Many developers are misunderstanding how to use crypto algorithms or cipher mode. There are some examples of misleading information
- Using a random number that is not cryptographically secure or
- Reusing an Initialization Vector (IV) multiple times which can nullify the entire encryption process itself
- Using deterministic encryption to make sensitive data searchable without factoring for dictionary attacks
- In addition, often key sizes can fall into this arena because insufficient key size can ruin a great algorithm
Lack of security knowledge is a root of security problems. Anyone who have acknowledged security always understand how important to manage their keys in encryption. We can always spot out some developers who are using database (or file system or application config files) to store their keys. There is not an unique way for key management, but here are some good practices:
- Physically secure encryption systems
- Do not store encryption keys with the data they decrypt
- Maintain a secure and frequently updated off-site backup of encryption keys
- Manage encryption key life-cycle
- Encrypt keys as another layer of security
- Use multi-factor authentication for any master keys
- Keep recovery keys in escrow
- Make it possible to change keys periodically
Finally, for Cryptography issue is that rolling our own crypto is a poor idea. Many developers want to implement the crypto algorithms in their ways when they feel that they know crypto well enough.
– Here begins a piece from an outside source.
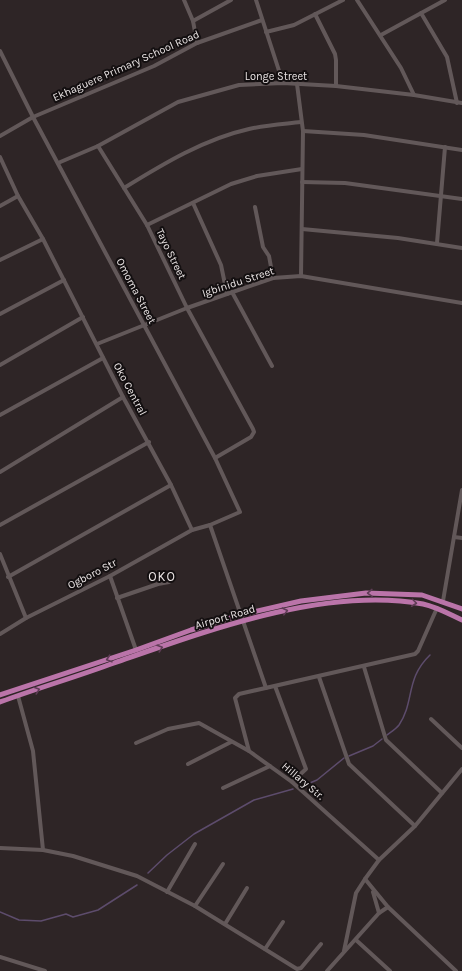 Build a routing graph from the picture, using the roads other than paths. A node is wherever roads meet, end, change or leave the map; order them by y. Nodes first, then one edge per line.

A good and trust algorithm needs to be validated, publicly used over a long time. Let’s leave this job for scientists or security researchers, unless we want to be them. A simple way to mitigate all risks above is that we have to open to ask questions when we don’t really know about it. If we wonder if an algorithm is cracked, ask. If we wonder if an algorithm is poor, ask. If we need to understand an API, ask. There are a lot of forums and experts out there ready to answer all our questions, StackOverFlow – a massive community of developers helping each other solve challenging problems. So they’re not likely to admit to having limited expertise when tasked with something they haven’t done before. Also, there are good libraries out there that we can use.